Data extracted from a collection
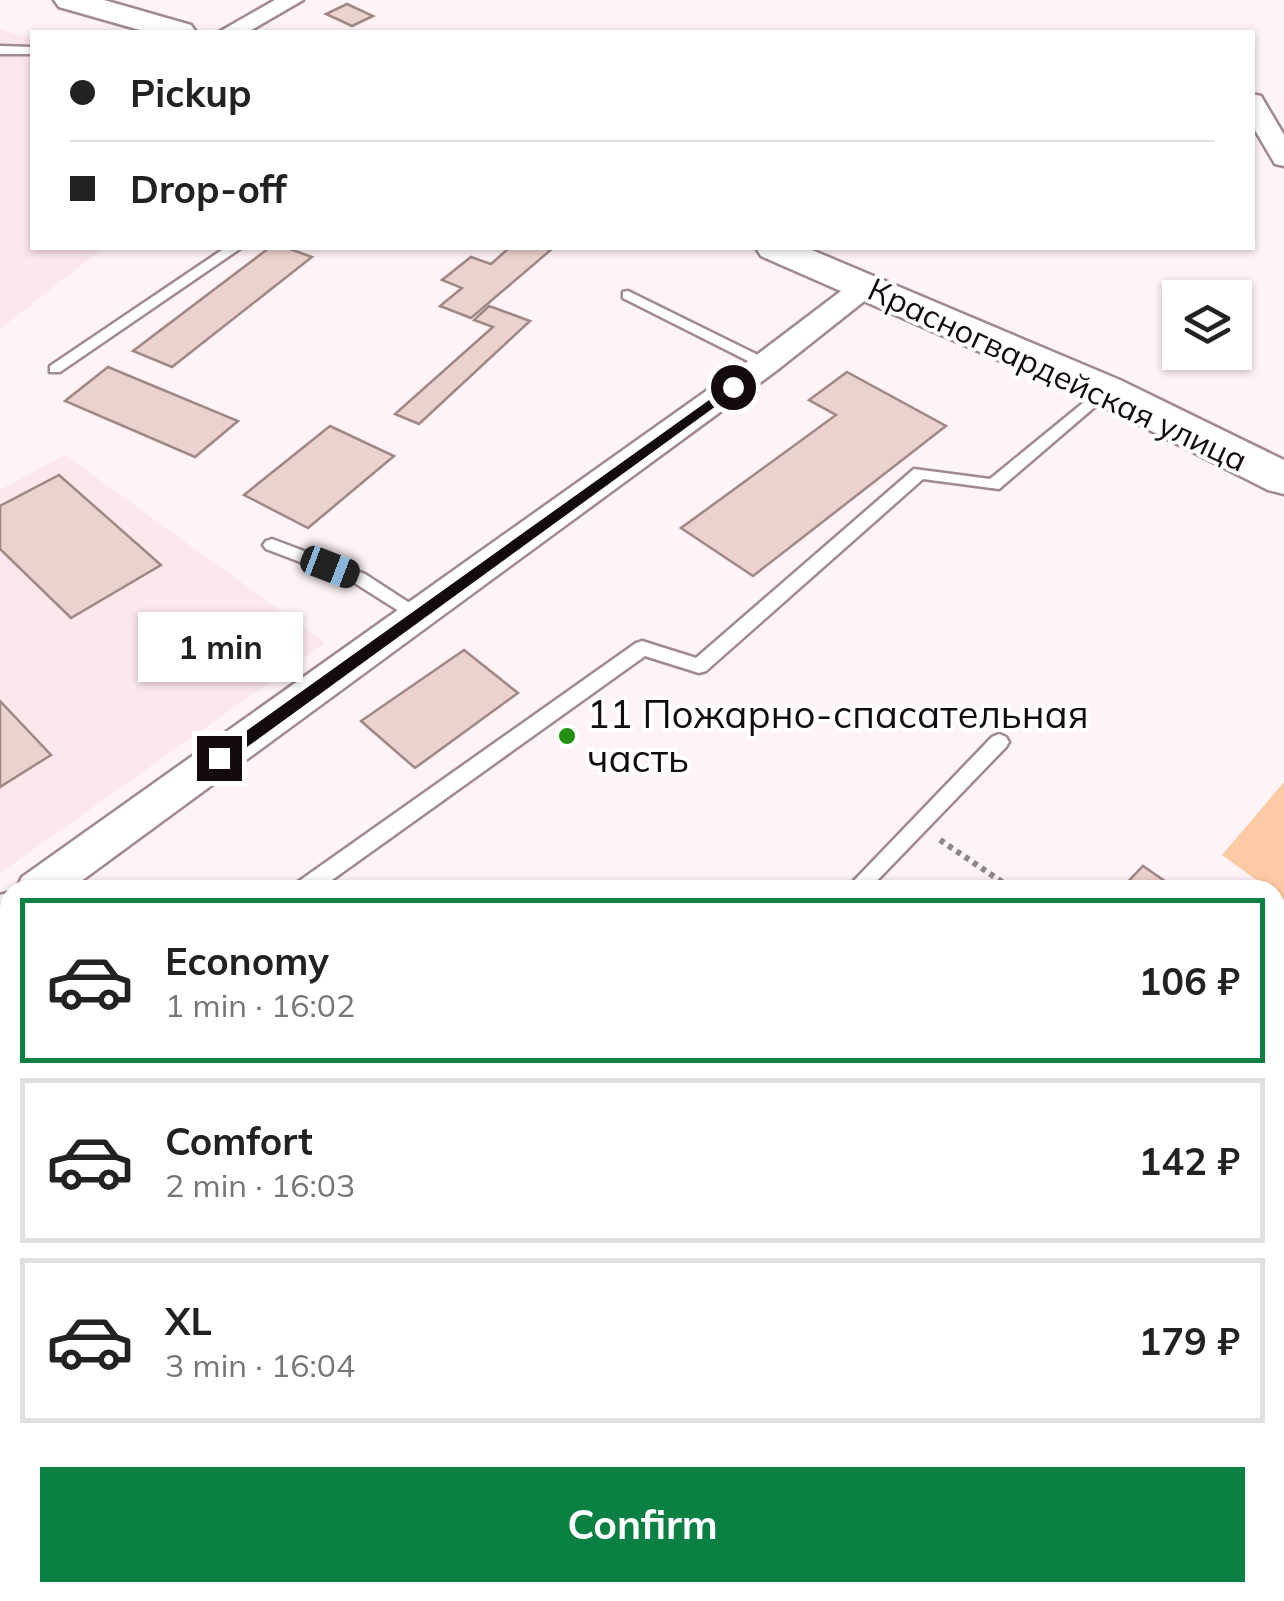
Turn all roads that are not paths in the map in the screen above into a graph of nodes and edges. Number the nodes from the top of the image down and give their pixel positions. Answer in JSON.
{"nodes":[{"id":1,"x":70,"y":0,"type":"edge"},
{"id":2,"x":292,"y":0,"type":"edge"},
{"id":3,"x":173,"y":30,"type":"edge"},
{"id":4,"x":235,"y":30,"type":"edge"},
{"id":5,"x":0,"y":50,"type":"edge"},
{"id":6,"x":30,"y":51,"type":"edge"},
{"id":7,"x":1255,"y":106,"type":"edge"},
{"id":8,"x":1284,"y":158,"type":"edge"},
{"id":9,"x":231,"y":250,"type":"edge"},
{"id":10,"x":780,"y":250,"type":"edge"},
{"id":11,"x":867,"y":285,"type":"junction"},
{"id":12,"x":628,"y":296,"type":"dead end"},
{"id":13,"x":765,"y":364,"type":"junction"},
{"id":14,"x":55,"y":369,"type":"dead end"},
{"id":15,"x":1105,"y":390,"type":"junction"},
{"id":16,"x":1284,"y":479,"type":"edge"},
{"id":17,"x":272,"y":545,"type":"dead end"},
{"id":18,"x":416,"y":614,"type":"junction"},
{"id":19,"x":999,"y":742,"type":"dead end"},
{"id":20,"x":52,"y":880,"type":"edge"},
{"id":21,"x":316,"y":880,"type":"edge"},
{"id":22,"x":865,"y":880,"type":"edge"}],
"edges":[{"from":1,"to":3,"type":"main road"},
{"from":2,"to":4,"type":"street"},
{"from":5,"to":6,"type":"lane"},
{"from":7,"to":8,"type":"street"},
{"from":9,"to":14,"type":"lane"},
{"from":10,"to":11,"type":"main road","name":"Красногвардейская улица"},
{"from":11,"to":13,"type":"street"},
{"from":11,"to":15,"type":"main road","name":"Красногвардейская улица"},
{"from":12,"to":13,"type":"lane"},
{"from":13,"to":18,"type":"street"},
{"from":15,"to":16,"type":"main road","name":"Красногвардейская улица"},
{"from":15,"to":21,"type":"lane"},
{"from":17,"to":18,"type":"lane"},
{"from":18,"to":20,"type":"street"},
{"from":19,"to":22,"type":"lane"}]}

**TASK INSTRUCTIONS:** Among the records above, count the lines that include the word "edges" and state the number by itself.

**EXERCISE SOLUTION:** 2